In 1766, Don Ulloa, who had been appointed Governor by Spain, arrived at New Orleans, with two companies of infantry, to take possession in the name of his king; but actuated by an incomprehensible obstinacy, he refused to show to the Superior Council the proofs of his mission. At last that body, conforming to the wishes of the people, as expressed by public meetings and petitions, insisted that Ulloa should either produce his credentials from the Spanish king, that they might be duly registered and promulgated through the province, or leave it within a month.
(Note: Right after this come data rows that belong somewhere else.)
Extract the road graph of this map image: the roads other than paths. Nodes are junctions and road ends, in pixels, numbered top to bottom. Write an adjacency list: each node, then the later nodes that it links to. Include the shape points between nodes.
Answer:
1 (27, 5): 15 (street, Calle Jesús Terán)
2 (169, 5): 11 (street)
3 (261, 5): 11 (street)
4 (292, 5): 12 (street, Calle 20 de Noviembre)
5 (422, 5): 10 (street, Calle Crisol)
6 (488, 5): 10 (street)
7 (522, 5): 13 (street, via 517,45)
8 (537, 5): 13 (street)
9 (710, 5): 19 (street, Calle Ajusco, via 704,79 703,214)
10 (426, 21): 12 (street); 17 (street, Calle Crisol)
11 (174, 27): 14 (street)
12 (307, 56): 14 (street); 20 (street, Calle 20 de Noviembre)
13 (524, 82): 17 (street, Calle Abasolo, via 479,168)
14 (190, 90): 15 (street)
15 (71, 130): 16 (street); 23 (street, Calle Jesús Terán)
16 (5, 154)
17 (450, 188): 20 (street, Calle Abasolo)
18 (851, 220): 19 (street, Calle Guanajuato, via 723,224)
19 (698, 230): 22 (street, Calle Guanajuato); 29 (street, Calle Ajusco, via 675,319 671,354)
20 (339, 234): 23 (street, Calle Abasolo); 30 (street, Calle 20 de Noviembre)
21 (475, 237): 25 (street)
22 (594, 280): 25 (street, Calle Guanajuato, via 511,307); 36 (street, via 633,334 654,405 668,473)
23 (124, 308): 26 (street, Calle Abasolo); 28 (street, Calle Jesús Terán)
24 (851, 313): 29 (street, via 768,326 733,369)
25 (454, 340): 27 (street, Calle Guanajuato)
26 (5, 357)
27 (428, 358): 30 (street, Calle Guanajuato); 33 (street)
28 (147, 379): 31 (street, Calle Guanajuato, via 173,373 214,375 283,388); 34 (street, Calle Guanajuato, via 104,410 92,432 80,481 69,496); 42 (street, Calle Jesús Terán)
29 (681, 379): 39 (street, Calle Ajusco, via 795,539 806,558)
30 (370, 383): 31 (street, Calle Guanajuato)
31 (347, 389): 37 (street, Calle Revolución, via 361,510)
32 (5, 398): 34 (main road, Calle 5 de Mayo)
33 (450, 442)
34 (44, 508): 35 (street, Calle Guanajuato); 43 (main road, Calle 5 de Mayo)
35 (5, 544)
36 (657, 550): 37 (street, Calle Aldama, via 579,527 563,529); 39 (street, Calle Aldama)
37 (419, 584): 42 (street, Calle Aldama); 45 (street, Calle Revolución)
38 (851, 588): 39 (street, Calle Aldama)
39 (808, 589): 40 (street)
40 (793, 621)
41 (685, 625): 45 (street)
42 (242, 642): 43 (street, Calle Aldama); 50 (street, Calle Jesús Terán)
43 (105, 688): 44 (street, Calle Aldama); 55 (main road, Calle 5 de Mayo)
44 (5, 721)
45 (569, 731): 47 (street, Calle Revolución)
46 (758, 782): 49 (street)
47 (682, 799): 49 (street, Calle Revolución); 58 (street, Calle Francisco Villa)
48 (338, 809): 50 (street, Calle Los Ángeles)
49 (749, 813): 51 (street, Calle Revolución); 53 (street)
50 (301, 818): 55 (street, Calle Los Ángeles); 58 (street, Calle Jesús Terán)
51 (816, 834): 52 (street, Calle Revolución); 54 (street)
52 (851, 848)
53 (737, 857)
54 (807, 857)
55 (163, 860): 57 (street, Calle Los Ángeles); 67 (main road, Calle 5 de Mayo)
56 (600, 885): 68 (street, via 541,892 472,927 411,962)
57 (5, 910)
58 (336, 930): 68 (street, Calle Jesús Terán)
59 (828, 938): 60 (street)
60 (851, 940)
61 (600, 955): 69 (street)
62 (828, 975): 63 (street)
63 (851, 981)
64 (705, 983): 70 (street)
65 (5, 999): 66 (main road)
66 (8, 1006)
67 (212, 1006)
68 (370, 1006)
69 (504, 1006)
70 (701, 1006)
The citizens took up arms to enforce the demand, and Ulloa embarked his troops on board of a Spanish vessel, and left the country.

In July, 1769, the hopes that the colonists still entertained that France would retain Louisiana, were crushed by the tidings that Captain-General O'Reilly was at the mouth of the Mississippi with a fleet, having on board four thousand nine hundred Spanish troops.

The colonists seeing that there was no alternative but submission, made choice of three representatives, Lafreniere, Grandmaison and Marent, to signify to the Spanish commander the submission of the colony; accompanied by a request, however, that those who wished to leave the country, should be allowed two years to dispose of their property. O'Reilly received the deputies with affability; assured them that he should cheerfully comply with all reasonable demands, that those who were willing to remain, should enjoy a mild and paternal government; and, in regard to past offenses, the perfidious commander added that he was disposed to forget them, and had come not to punish, but to pardon.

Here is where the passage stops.